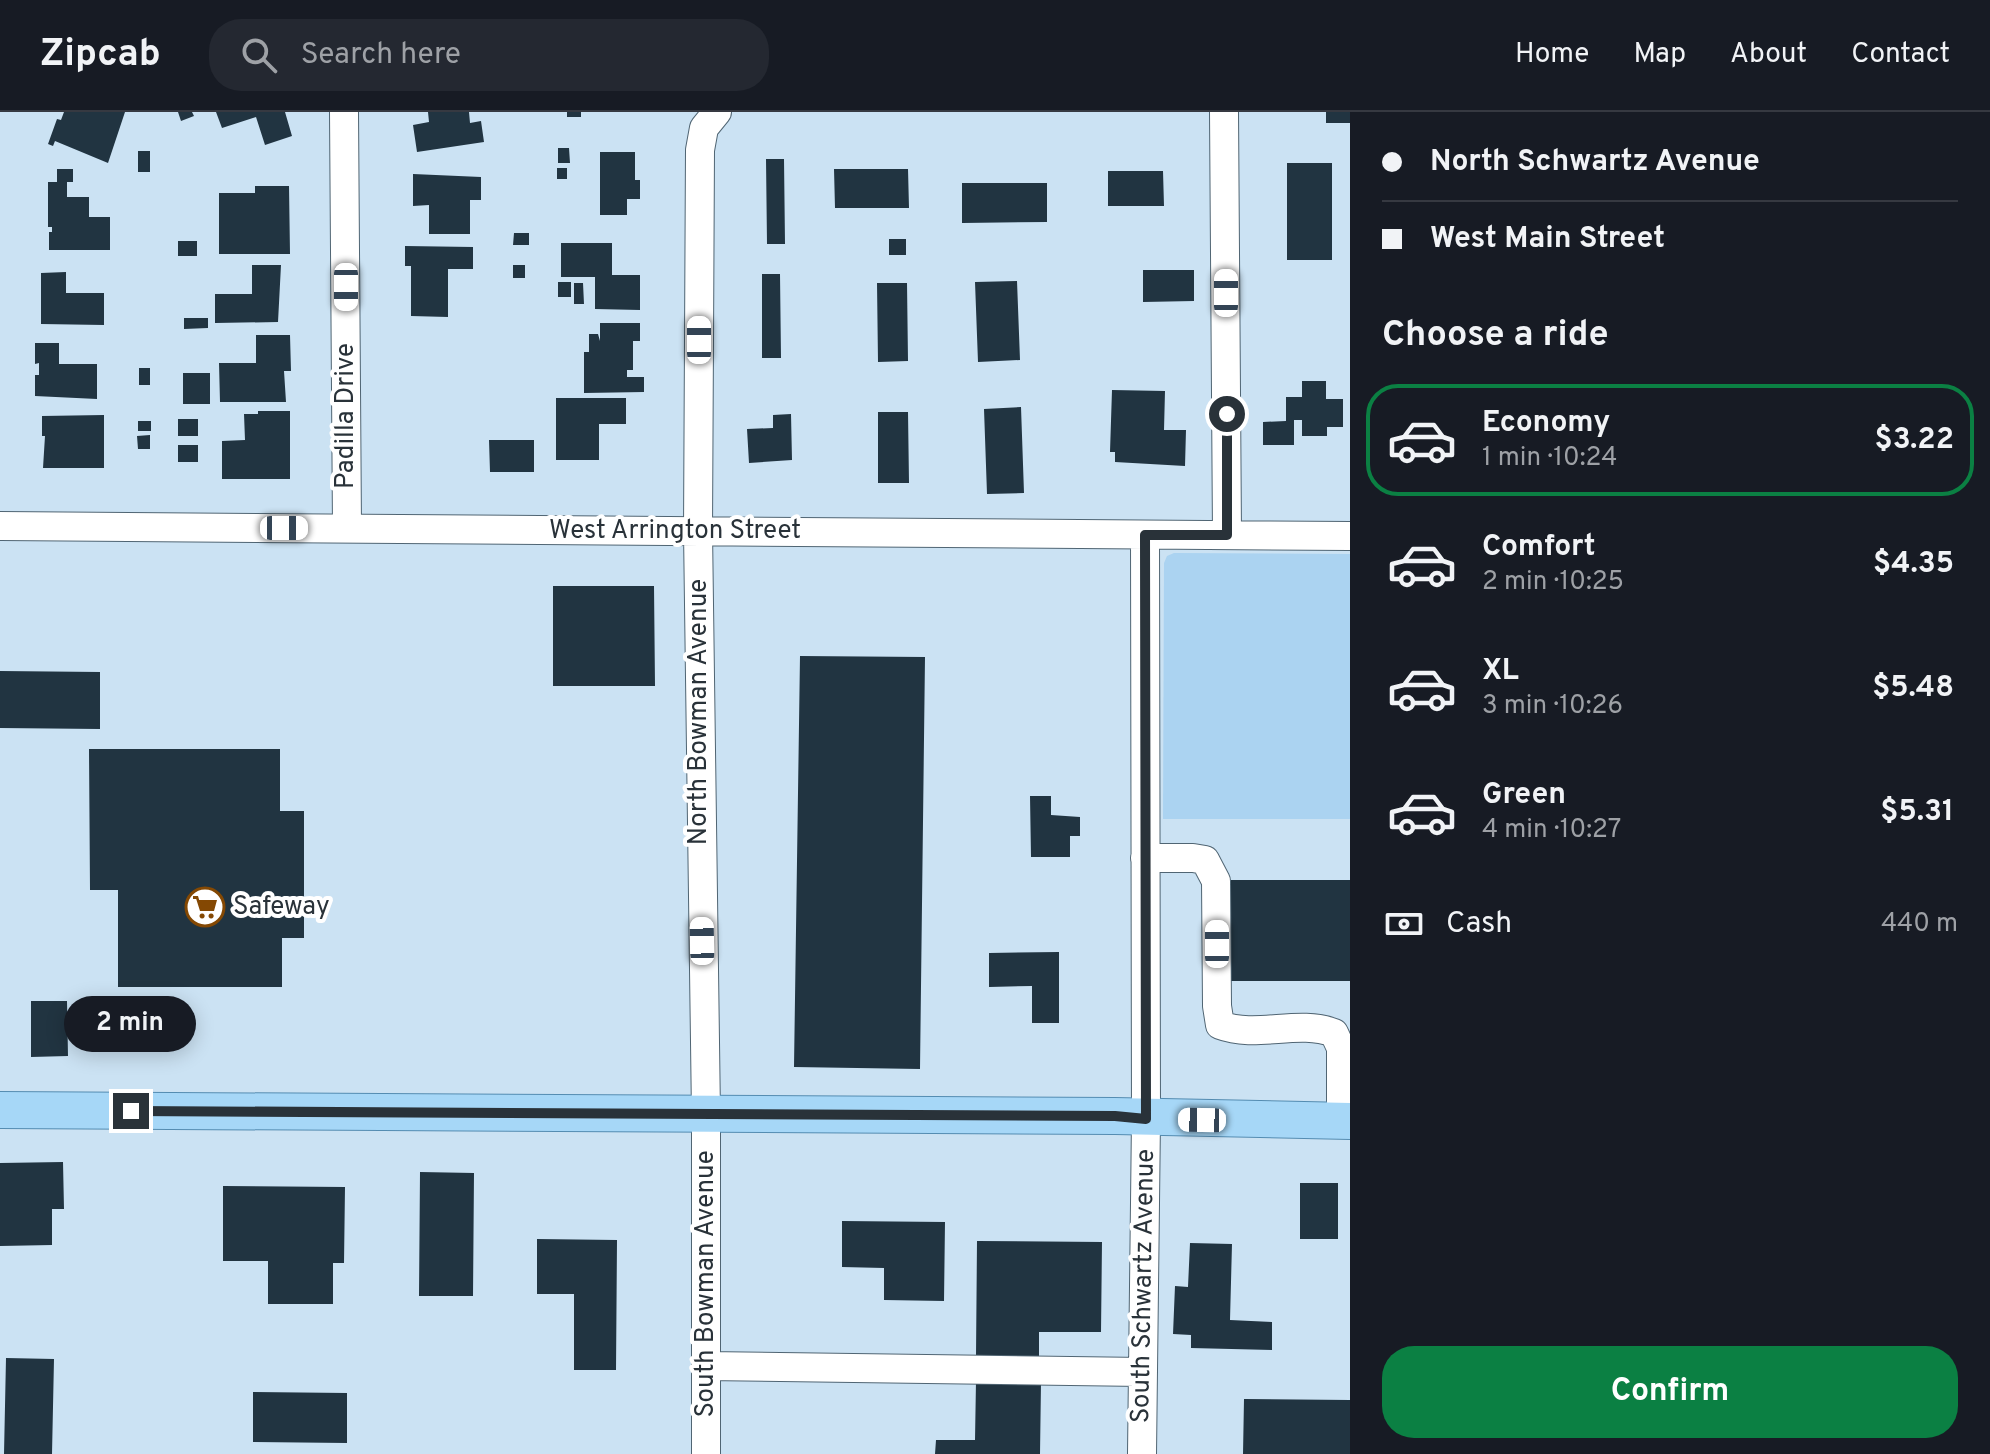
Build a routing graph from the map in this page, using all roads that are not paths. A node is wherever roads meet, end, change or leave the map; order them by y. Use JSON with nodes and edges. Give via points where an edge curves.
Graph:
{"nodes":[{"id":1,"x":344,"y":112,"type":"edge"},
{"id":2,"x":1224,"y":112,"type":"edge"},
{"id":3,"x":714,"y":115,"type":"edge"},
{"id":4,"x":0,"y":526,"type":"edge"},
{"id":5,"x":347,"y":528,"type":"junction"},
{"id":6,"x":698,"y":531,"type":"junction"},
{"id":7,"x":1145,"y":535,"type":"junction"},
{"id":8,"x":1227,"y":535,"type":"junction"},
{"id":9,"x":1350,"y":536,"type":"edge"},
{"id":10,"x":1145,"y":858,"type":"junction"},
{"id":11,"x":0,"y":1110,"type":"edge"},
{"id":12,"x":706,"y":1115,"type":"junction"},
{"id":13,"x":1146,"y":1119,"type":"junction"},
{"id":14,"x":1346,"y":1121,"type":"edge"},
{"id":15,"x":706,"y":1366,"type":"junction"},
{"id":16,"x":1143,"y":1372,"type":"junction"},
{"id":17,"x":706,"y":1454,"type":"edge"},
{"id":18,"x":1142,"y":1454,"type":"edge"}],
"edges":[{"from":1,"to":5,"type":"street","name":"Padilla Drive"},
{"from":2,"to":8,"type":"street"},
{"from":3,"to":6,"type":"street","name":"North Bowman Avenue","via":[[704,128],[700,150]]},
{"from":4,"to":5,"type":"street","name":"West Arrington Street"},
{"from":5,"to":6,"type":"street","name":"West Arrington Street"},
{"from":6,"to":7,"type":"street","name":"West Arrington Street"},
{"from":6,"to":12,"type":"street","name":"North Bowman Avenue"},
{"from":7,"to":8,"type":"street","name":"West Arrington Street"},
{"from":7,"to":10,"type":"street","name":"South Schwartz Avenue"},
{"from":8,"to":9,"type":"street","name":"West Arrington Street"},
{"from":10,"to":13,"type":"street","name":"South Schwartz Avenue"},
{"from":10,"to":14,"type":"street","via":[[1205,860],[1216,881],[1220,1025],[1334,1033],[1341,1048]]},
{"from":11,"to":12,"type":"main road"},
{"from":12,"to":13,"type":"main road"},
{"from":12,"to":15,"type":"street","name":"South Bowman Avenue"},
{"from":13,"to":14,"type":"main road"},
{"from":13,"to":16,"type":"street","name":"South Schwartz Avenue"},
{"from":15,"to":16,"type":"street"},
{"from":15,"to":17,"type":"street","name":"South Bowman Avenue"},
{"from":16,"to":18,"type":"street","name":"South Schwartz Avenue"}]}
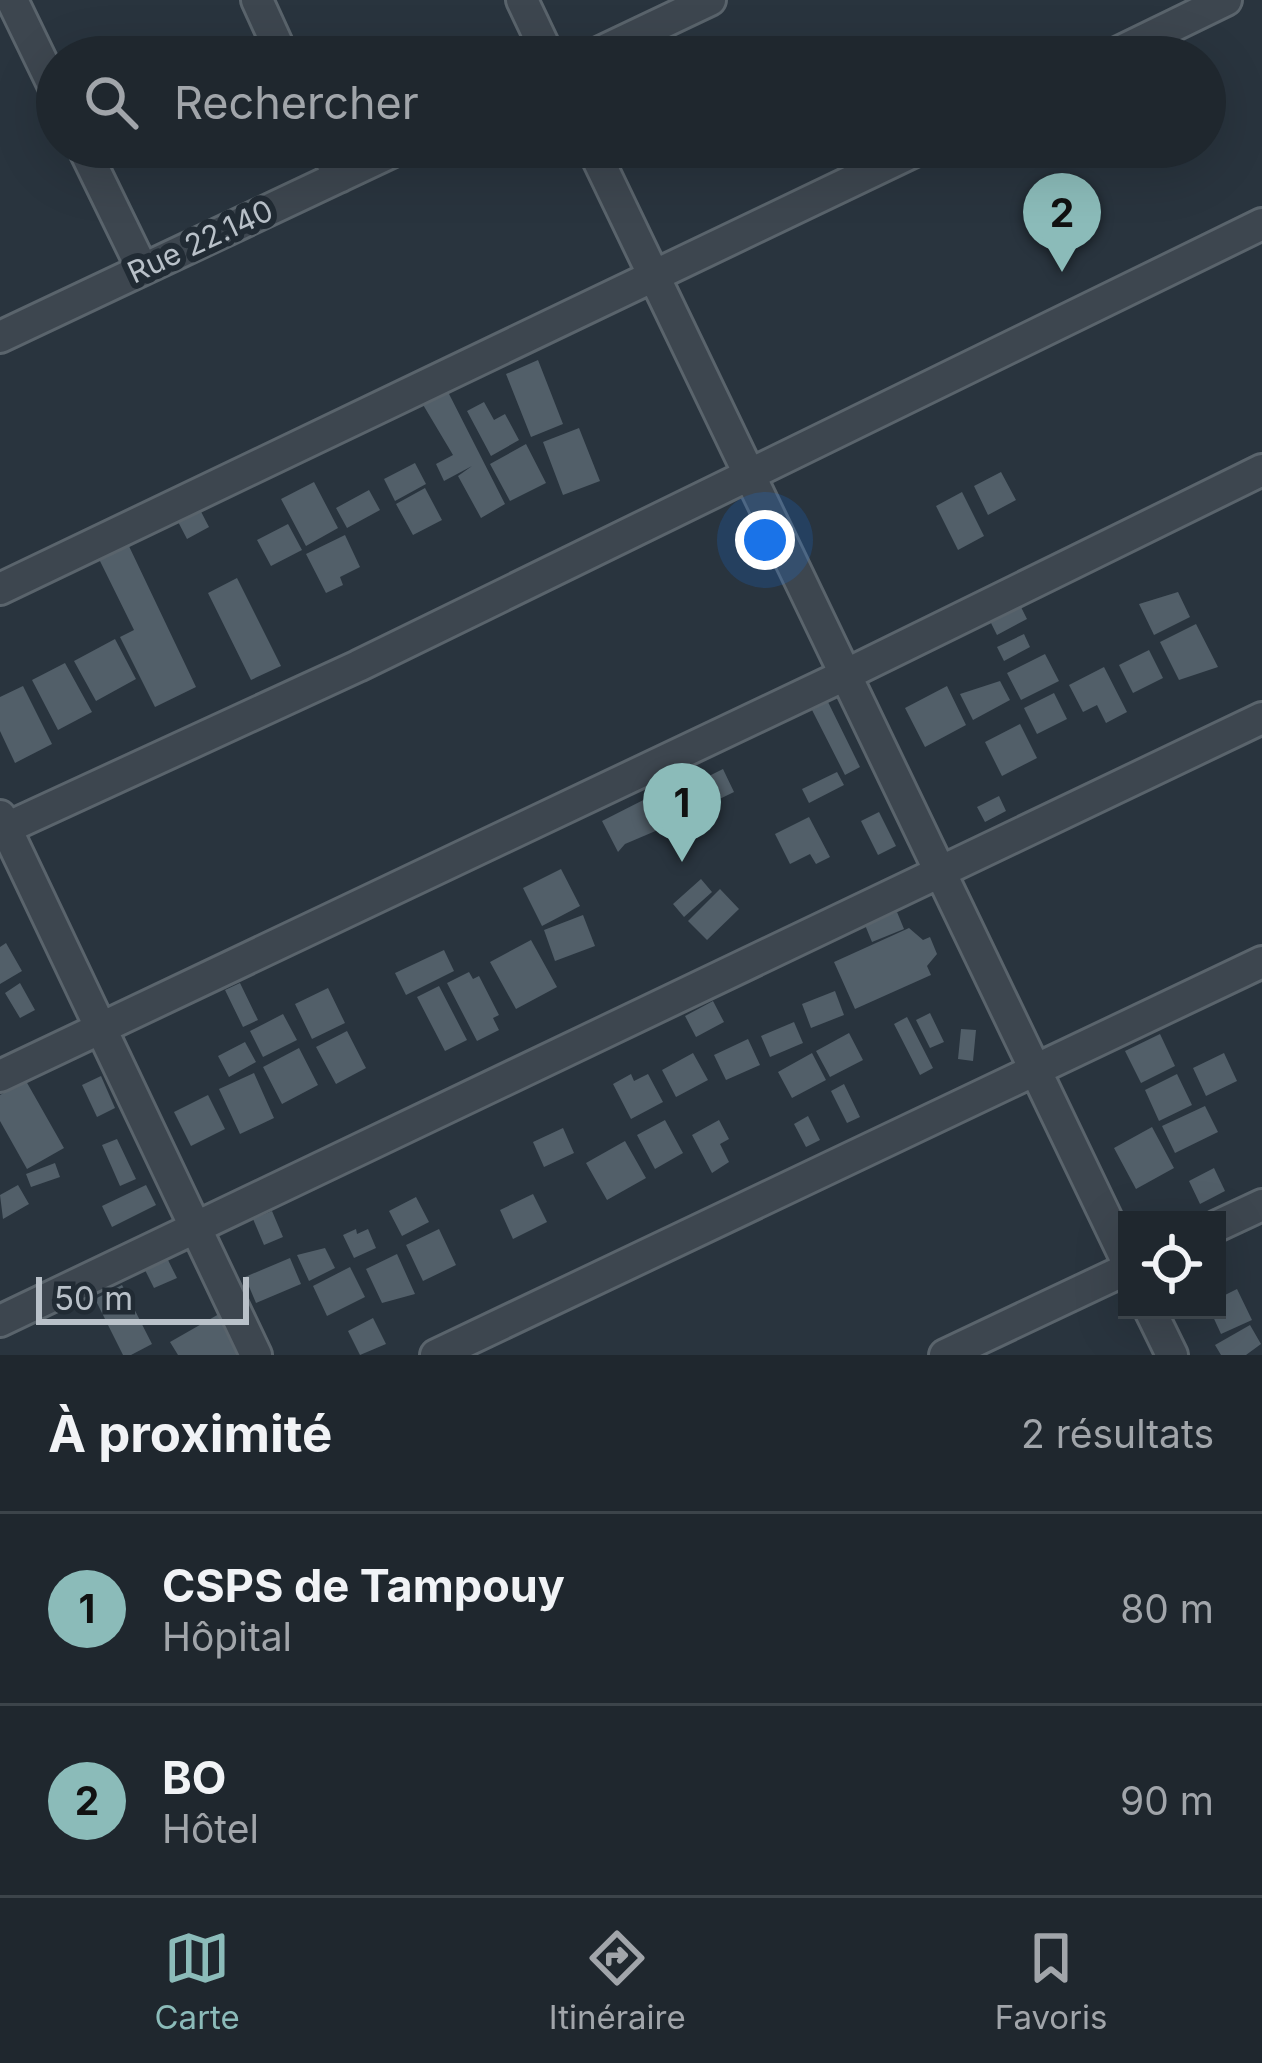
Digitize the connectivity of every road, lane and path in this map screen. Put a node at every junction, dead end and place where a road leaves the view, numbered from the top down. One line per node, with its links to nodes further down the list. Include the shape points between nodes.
1 (12, 0): 10 (street)
2 (257, 0): 6 (street)
3 (522, 0): 7 (street)
4 (710, 0): 8 (street)
5 (1226, 0): 9 (street)
6 (274, 36)
7 (539, 36)
8 (634, 36)
9 (1152, 36)
10 (36, 50)
11 (93, 168): 18 (street)
12 (335, 168): 16 (street)
13 (358, 168): 16 (street, Rue 22.140)
14 (602, 168): 19 (street)
15 (880, 168): 19 (street)
16 (339, 177): 18 (street, Rue 22.140)
17 (1262, 224): 22 (street)
18 (142, 268): 20 (street, Rue 22.140)
19 (652, 279): 22 (street); 23 (street)
20 (0, 337)
21 (1262, 470): 24 (street)
22 (750, 471): 24 (street); 26 (street, via 358,666)
23 (0, 589)
24 (848, 674): 27 (street); 29 (street)
25 (1262, 718): 27 (street)
26 (2, 825): 29 (street)
27 (941, 869): 30 (street); 34 (street)
28 (1262, 962): 30 (street)
29 (103, 1028): 31 (street); 34 (street)
30 (1038, 1072): 35 (street); 40 (street)
31 (0, 1076)
32 (1262, 1205): 33 (street)
33 (1226, 1222)
34 (196, 1228): 38 (street); 39 (street)
35 (1118, 1245)
36 (1118, 1269): 41 (street)
37 (1154, 1319): 42 (street)
38 (0, 1321)
39 (256, 1355)
40 (436, 1355)
41 (946, 1355)
42 (1172, 1355)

▬▬▬▬▬▬▬▬▬▬

_Activity_
Please print all the data above word for word. Pictures should not appear in the copy.

_Output below_
Build a routing graph from the map in this page, using all roads that are not paths. A node is wherever roads meet, end, change or leave the map; order them by y. Use JSON with nodes and edges. Give via points where an edge curves.
Graph:
{"nodes":[{"id":1,"x":344,"y":112,"type":"edge"},
{"id":2,"x":1224,"y":112,"type":"edge"},
{"id":3,"x":714,"y":115,"type":"edge"},
{"id":4,"x":0,"y":526,"type":"edge"},
{"id":5,"x":347,"y":528,"type":"junction"},
{"id":6,"x":698,"y":531,"type":"junction"},
{"id":7,"x":1145,"y":535,"type":"junction"},
{"id":8,"x":1227,"y":535,"type":"junction"},
{"id":9,"x":1350,"y":536,"type":"edge"},
{"id":10,"x":1145,"y":858,"type":"junction"},
{"id":11,"x":0,"y":1110,"type":"edge"},
{"id":12,"x":706,"y":1115,"type":"junction"},
{"id":13,"x":1146,"y":1119,"type":"junction"},
{"id":14,"x":1346,"y":1121,"type":"edge"},
{"id":15,"x":706,"y":1366,"type":"junction"},
{"id":16,"x":1143,"y":1372,"type":"junction"},
{"id":17,"x":706,"y":1454,"type":"edge"},
{"id":18,"x":1142,"y":1454,"type":"edge"}],
"edges":[{"from":1,"to":5,"type":"street","name":"Padilla Drive"},
{"from":2,"to":8,"type":"street"},
{"from":3,"to":6,"type":"street","name":"North Bowman Avenue","via":[[704,128],[700,150]]},
{"from":4,"to":5,"type":"street","name":"West Arrington Street"},
{"from":5,"to":6,"type":"street","name":"West Arrington Street"},
{"from":6,"to":7,"type":"street","name":"West Arrington Street"},
{"from":6,"to":12,"type":"street","name":"North Bowman Avenue"},
{"from":7,"to":8,"type":"street","name":"West Arrington Street"},
{"from":7,"to":10,"type":"street","name":"South Schwartz Avenue"},
{"from":8,"to":9,"type":"street","name":"West Arrington Street"},
{"from":10,"to":13,"type":"street","name":"South Schwartz Avenue"},
{"from":10,"to":14,"type":"street","via":[[1205,860],[1216,881],[1220,1025],[1334,1033],[1341,1048]]},
{"from":11,"to":12,"type":"main road"},
{"from":12,"to":13,"type":"main road"},
{"from":12,"to":15,"type":"street","name":"South Bowman Avenue"},
{"from":13,"to":14,"type":"main road"},
{"from":13,"to":16,"type":"street","name":"South Schwartz Avenue"},
{"from":15,"to":16,"type":"street"},
{"from":15,"to":17,"type":"street","name":"South Bowman Avenue"},
{"from":16,"to":18,"type":"street","name":"South Schwartz Avenue"}]}
Digitize the connectivity of every road, lane and path in this map screen. Put a node at every junction, dead end and place where a road leaves the view, numbered from the top down. One line per node, with its links to nodes further down the list. Include the shape points between nodes.
1 (12, 0): 10 (street)
2 (257, 0): 6 (street)
3 (522, 0): 7 (street)
4 (710, 0): 8 (street)
5 (1226, 0): 9 (street)
6 (274, 36)
7 (539, 36)
8 (634, 36)
9 (1152, 36)
10 (36, 50)
11 (93, 168): 18 (street)
12 (335, 168): 16 (street)
13 (358, 168): 16 (street, Rue 22.140)
14 (602, 168): 19 (street)
15 (880, 168): 19 (street)
16 (339, 177): 18 (street, Rue 22.140)
17 (1262, 224): 22 (street)
18 (142, 268): 20 (street, Rue 22.140)
19 (652, 279): 22 (street); 23 (street)
20 (0, 337)
21 (1262, 470): 24 (street)
22 (750, 471): 24 (street); 26 (street, via 358,666)
23 (0, 589)
24 (848, 674): 27 (street); 29 (street)
25 (1262, 718): 27 (street)
26 (2, 825): 29 (street)
27 (941, 869): 30 (street); 34 (street)
28 (1262, 962): 30 (street)
29 (103, 1028): 31 (street); 34 (street)
30 (1038, 1072): 35 (street); 40 (street)
31 (0, 1076)
32 (1262, 1205): 33 (street)
33 (1226, 1222)
34 (196, 1228): 38 (street); 39 (street)
35 (1118, 1245)
36 (1118, 1269): 41 (street)
37 (1154, 1319): 42 (street)
38 (0, 1321)
39 (256, 1355)
40 (436, 1355)
41 (946, 1355)
42 (1172, 1355)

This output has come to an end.